PROBLEM
Could you copy out every line of the data where the word "Meadoway" occurs?

TASK INPUT Start Marker

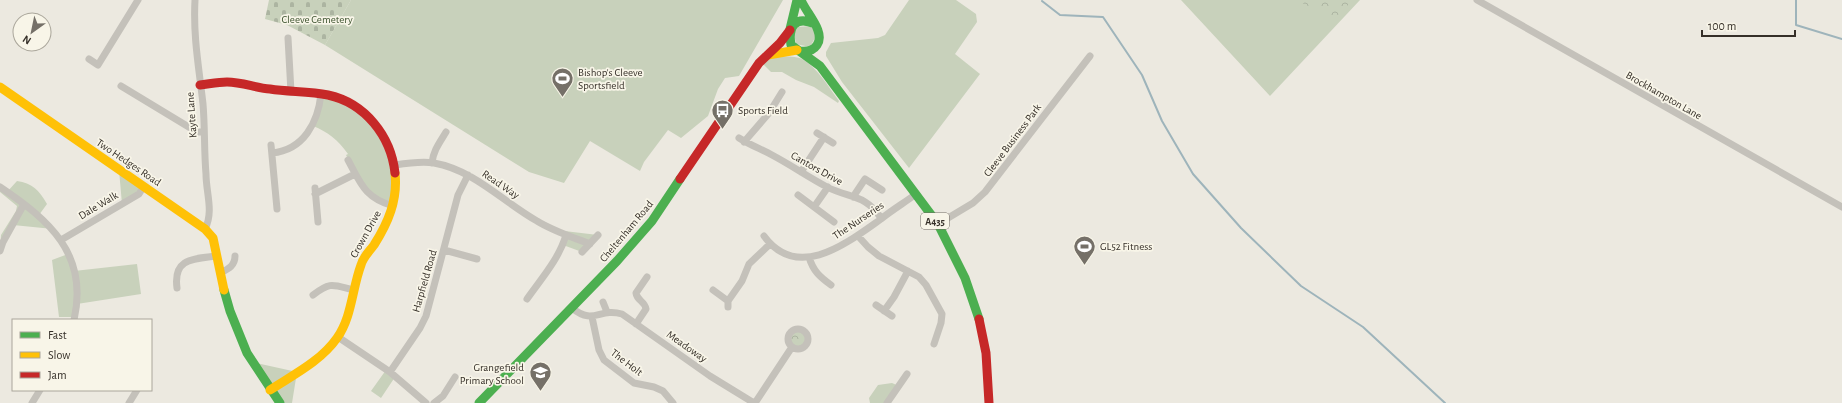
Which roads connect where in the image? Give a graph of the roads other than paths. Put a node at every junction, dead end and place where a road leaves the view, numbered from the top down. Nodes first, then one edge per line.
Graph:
1 (138, 0) edge
2 (196, 0) edge
3 (796, 0) edge
4 (801, 0) edge
5 (1477, 0) edge
6 (815, 24) junction
7 (790, 30) junction
8 (288, 38) dead end
9 (818, 44) junction
10 (798, 51) junction
11 (768, 55) junction
12 (1090, 56) dead end
13 (89, 60) dead end
14 (820, 66) junction
15 (200, 85) junction
16 (120, 86) dead end
17 (0, 87) edge
18 (291, 92) junction
19 (782, 92) dead end
20 (321, 94) junction
21 (204, 132) junction
22 (446, 132) dead end
23 (817, 133) dead end
24 (824, 137) junction
25 (833, 143) dead end
26 (271, 145) dead end
27 (272, 153) junction
28 (348, 160) dead end
29 (432, 163) junction
30 (395, 164) junction
31 (801, 172) junction
32 (355, 174) junction
33 (468, 175) junction
34 (144, 186) junction
35 (0, 187) edge
36 (828, 188) junction
37 (882, 190) dead end
38 (916, 194) junction
39 (798, 195) dead end
40 (853, 197) junction
41 (24, 204) junction
42 (393, 206) junction
43 (814, 207) junction
44 (1842, 207) edge
45 (277, 209) dead end
46 (881, 218) junction
47 (318, 222) dead end
48 (834, 222) dead end
49 (938, 224) junction
50 (206, 228) junction
51 (566, 235) junction
52 (598, 235) dead end
53 (764, 236) dead end
54 (858, 236) junction
55 (62, 240) junction
56 (590, 244) junction
57 (770, 244) junction
58 (444, 250) junction
59 (0, 251) edge
60 (582, 252) dead end
61 (217, 256) junction
62 (235, 256) dead end
63 (809, 257) junction
64 (477, 259) dead end
65 (908, 271) junction
66 (220, 273) junction
67 (647, 277) dead end
68 (832, 285) dead end
69 (178, 288) dead end
70 (354, 290) junction
71 (713, 290) dead end
72 (313, 295) dead end
73 (527, 299) dead end
74 (603, 302) dead end
75 (876, 305) dead end
76 (572, 308) junction
77 (884, 311) junction
78 (607, 312) junction
79 (592, 316) junction
80 (892, 316) dead end
81 (74, 319) edge
82 (636, 324) junction
83 (338, 337) junction
84 (934, 344) dead end
85 (792, 347) dead end
86 (390, 372) junction
87 (907, 374) dead end
88 (455, 377) dead end
89 (270, 390) junction
90 (40, 391) edge
91 (136, 391) edge
92 (34, 403) edge
93 (129, 403) edge
94 (280, 403) edge
95 (426, 403) edge
96 (434, 403) edge
97 (479, 403) edge
98 (673, 403) edge
99 (754, 403) edge
100 (887, 403) edge
101 (989, 403) edge

1 - 13 street
2 - 15 street, Kayte Lane
3 - 7 street
4 - 6 street
5 - 44 street, Brockhampton Lane
6 - 7 street
6 - 9 street
7 - 10 street
7 - 11 street, Cheltenham Road
8 - 18 street
9 - 10 street
9 - 14 street
10 - 11 street
10 - 14 street, A435
11 - 76 street, Cheltenham Road
12 - 49 street, Cleeve Business Park
14 - 38 street, A435
15 - 18 street, Crown Drive
15 - 21 street, Kayte Lane
16 - 21 street
17 - 34 street, Two Hedges Road
18 - 20 street, Crown Drive
19 - 31 street, Cantors Drive
20 - 27 street
20 - 30 street, Crown Drive
21 - 50 street, Kayte Lane
22 - 29 street
23 - 24 street
24 - 25 street
24 - 31 street
26 - 27 street
27 - 45 street
28 - 32 street
29 - 30 street, Read Way
29 - 33 street, Read Way
30 - 42 street, Crown Drive
31 - 36 street, Cantors Drive
32 - 42 street
32 - 47 street
33 - 51 street, Read Way
33 - 58 street, Harpfield Road
34 - 50 street, Two Hedges Road
34 - 55 street, Dale Walk
35 - 41 street
36 - 40 street, Cantors Drive
36 - 43 street
37 - 40 street
38 - 46 street, The Nurseries
38 - 49 street, A435
39 - 43 street
40 - 46 street, Cantors Drive
41 - 55 street
41 - 59 street
42 - 70 street, Crown Drive
43 - 48 street
46 - 54 street, The Nurseries
49 - 101 street, A435
50 - 61 street, Two Hedges Road
51 - 56 street, Read Way
51 - 73 street
52 - 56 street
53 - 57 street, The Nurseries
54 - 63 street, The Nurseries
54 - 65 street
55 - 81 street
56 - 60 street
57 - 63 street, The Nurseries
57 - 71 street
58 - 64 street
58 - 86 street, Harpfield Road
61 - 66 street, Two Hedges Road
61 - 69 street
62 - 66 street
63 - 68 street
65 - 77 street
65 - 84 street
66 - 89 street, Two Hedges Road
67 - 82 street
70 - 72 street
70 - 83 street, Crown Drive
74 - 78 street
75 - 77 street
76 - 79 street
76 - 97 street, Cheltenham Road
77 - 80 street
78 - 79 street, Meadoway
78 - 82 street, Meadoway
79 - 98 street, The Holt
82 - 99 street, Meadoway
83 - 86 street
83 - 89 street, Crown Drive
85 - 99 street, Meadoway
86 - 95 street
87 - 100 street
88 - 96 street
89 - 94 street, Two Hedges Road
90 - 92 street
91 - 93 street

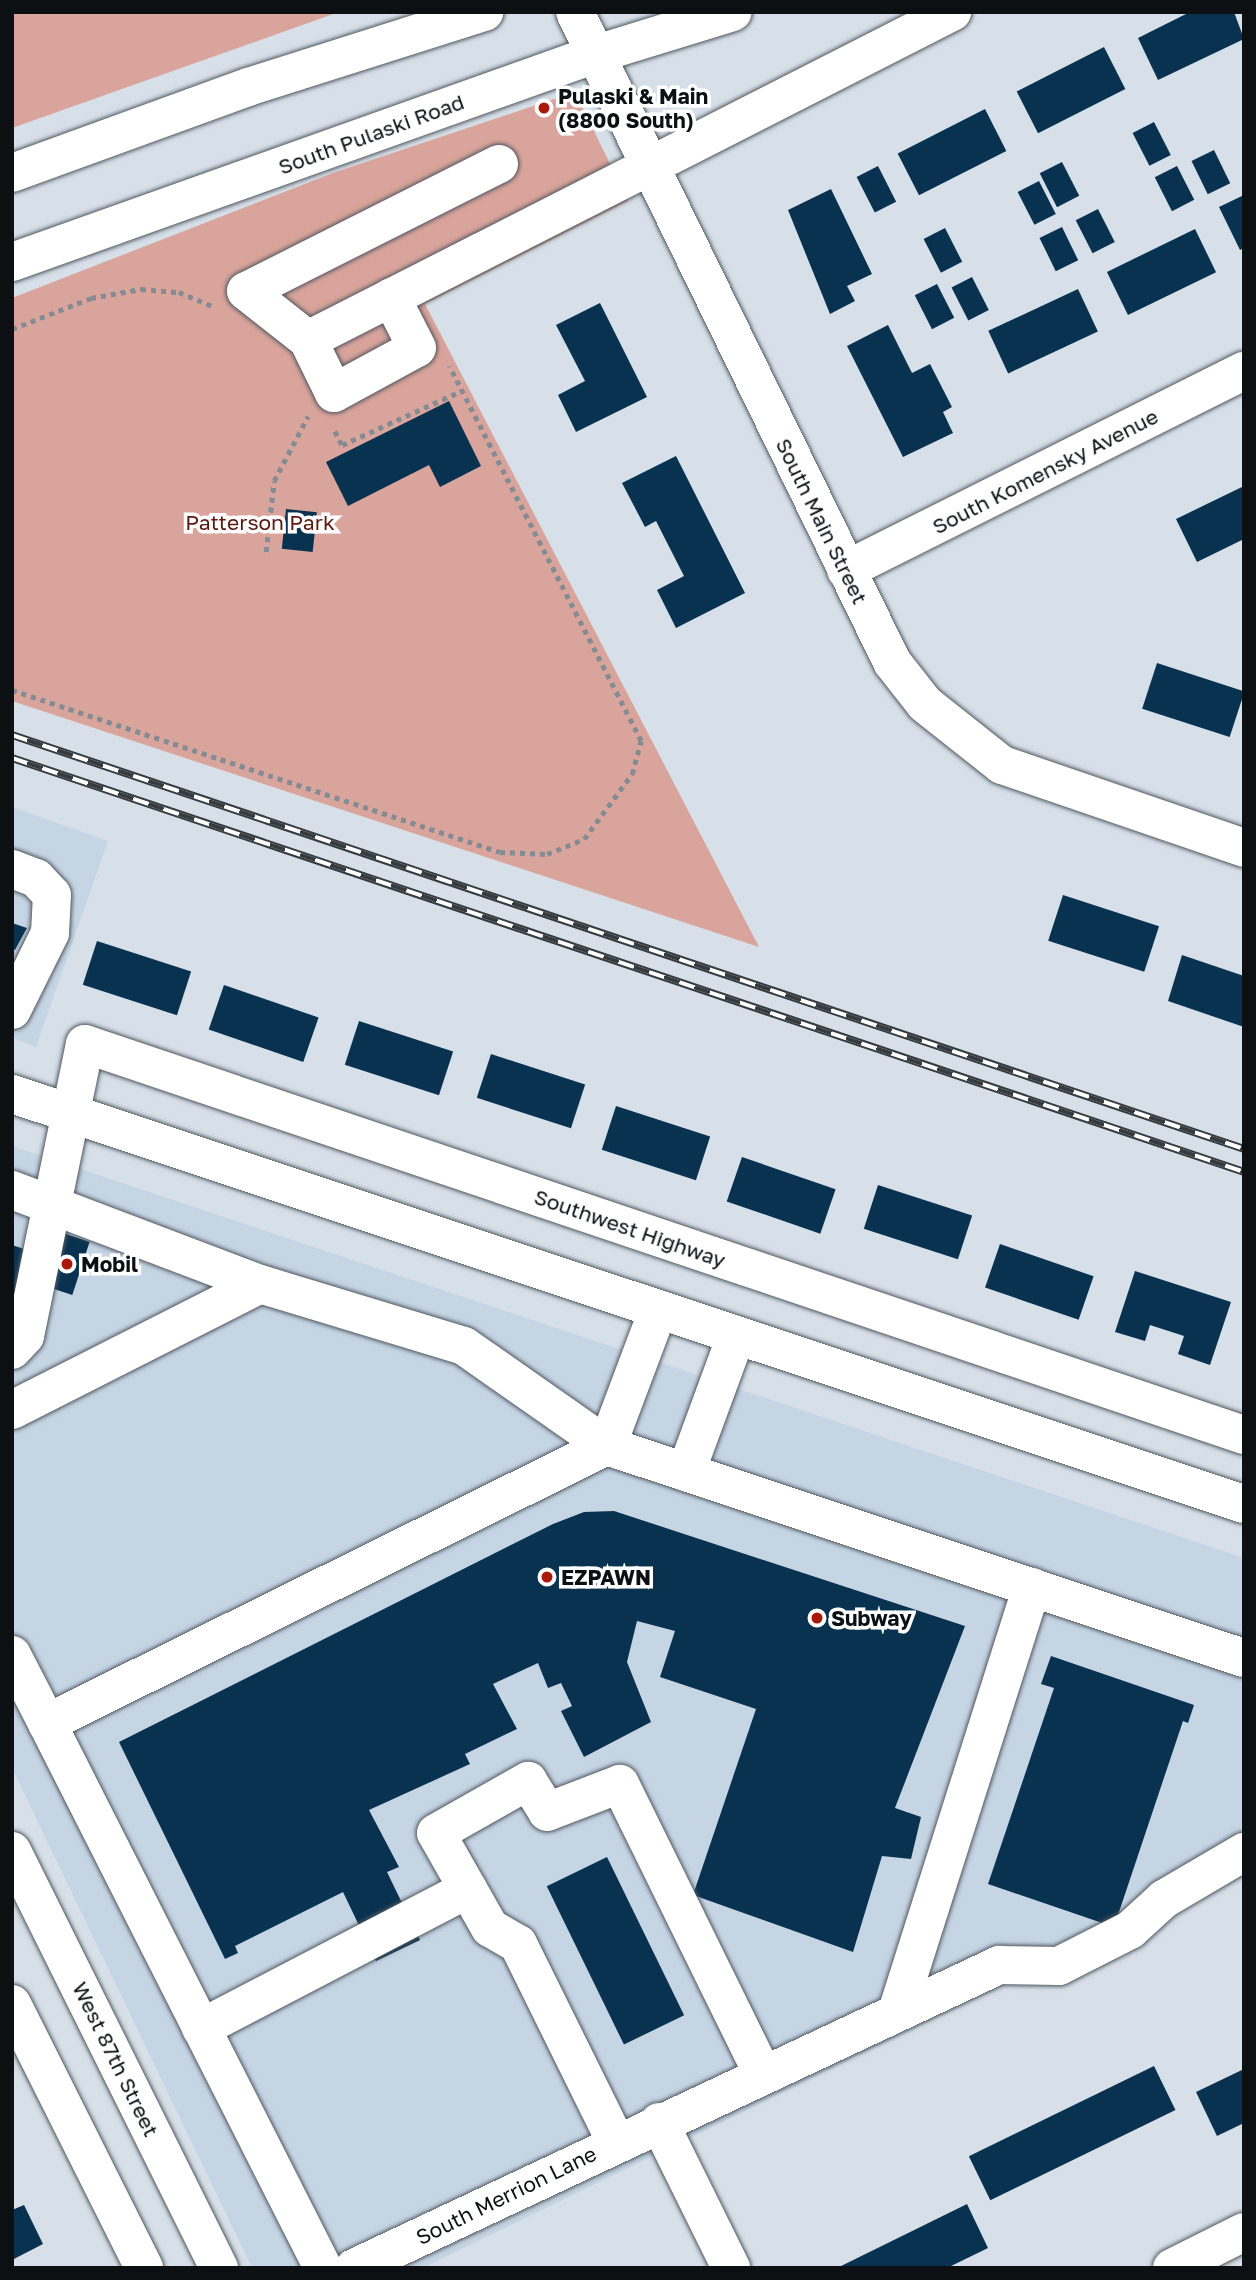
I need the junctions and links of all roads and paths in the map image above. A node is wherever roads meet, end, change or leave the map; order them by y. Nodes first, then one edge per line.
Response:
1 (484, 12) edge
2 (575, 12) edge
3 (733, 12) edge
4 (952, 12) edge
5 (593, 55) junction
6 (499, 164) dead end
7 (646, 165) junction
8 (12, 173) edge
9 (12, 262) edge
10 (391, 297) junction
11 (217, 309) dead end
12 (12, 329) edge
13 (308, 340) junction
14 (1244, 371) edge
15 (312, 406) dead end
16 (329, 420) dead end
17 (266, 552) dead end
18 (846, 570) junction
19 (12, 690) edge
20 (1244, 848) edge
21 (12, 869) edge
22 (15, 997) edge
23 (12, 1094) edge
24 (69, 1114) junction
25 (12, 1189) edge
26 (52, 1201) junction
27 (260, 1284) junction
28 (658, 1310) junction
29 (736, 1336) junction
30 (12, 1350) edge
31 (12, 1410) edge
32 (1244, 1435) edge
33 (607, 1446) junction
34 (686, 1472) junction
35 (1244, 1504) edge
36 (1032, 1587) junction
37 (12, 1655) edge
38 (1244, 1657) edge
39 (47, 1723) junction
40 (12, 1851) edge
41 (1244, 1852) edge
42 (468, 1889) junction
43 (12, 2004) edge
44 (897, 2012) junction
45 (201, 2028) junction
46 (763, 2074) junction
47 (659, 2122) junction
48 (616, 2142) junction
49 (1244, 2232) edge
50 (144, 2268) edge
51 (219, 2268) edge
52 (323, 2268) edge
53 (354, 2268) edge
54 (731, 2268) edge
55 (1172, 2268) edge

1 - 8 street
2 - 5 street, South Main Street
3 - 5 street, South Pulaski Road
4 - 7 street
5 - 7 street, South Main Street
5 - 9 street, South Pulaski Road
6 - 13 street
7 - 10 street
7 - 18 street, South Main Street
10 - 13 street
10 - 13 street
11 - 12 path
14 - 18 street, South Komensky Avenue
15 - 17 path
16 - 19 path
18 - 20 street, South Main Street
21 - 22 street
23 - 24 street
24 - 26 street
24 - 28 street
24 - 32 street, Southwest Highway
25 - 26 street
26 - 27 street
26 - 30 street
27 - 31 street
27 - 33 street
28 - 29 street
28 - 33 street
29 - 34 street
29 - 35 street
33 - 34 street
33 - 39 street
34 - 36 street
36 - 38 street
36 - 44 street
37 - 39 street
39 - 45 street
40 - 51 street, West 87th Street
41 - 44 street, South Merrion Lane
42 - 45 street
42 - 46 street
42 - 48 street
43 - 50 street
44 - 46 street, South Merrion Lane
45 - 52 street
46 - 47 street, South Merrion Lane
47 - 48 street, South Merrion Lane
47 - 54 street
48 - 53 street, South Merrion Lane
49 - 55 street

TASK INPUT End Marker

PROBLEM SOLUTION
78 - 79 street, Meadoway
78 - 82 street, Meadoway
82 - 99 street, Meadoway
85 - 99 street, Meadoway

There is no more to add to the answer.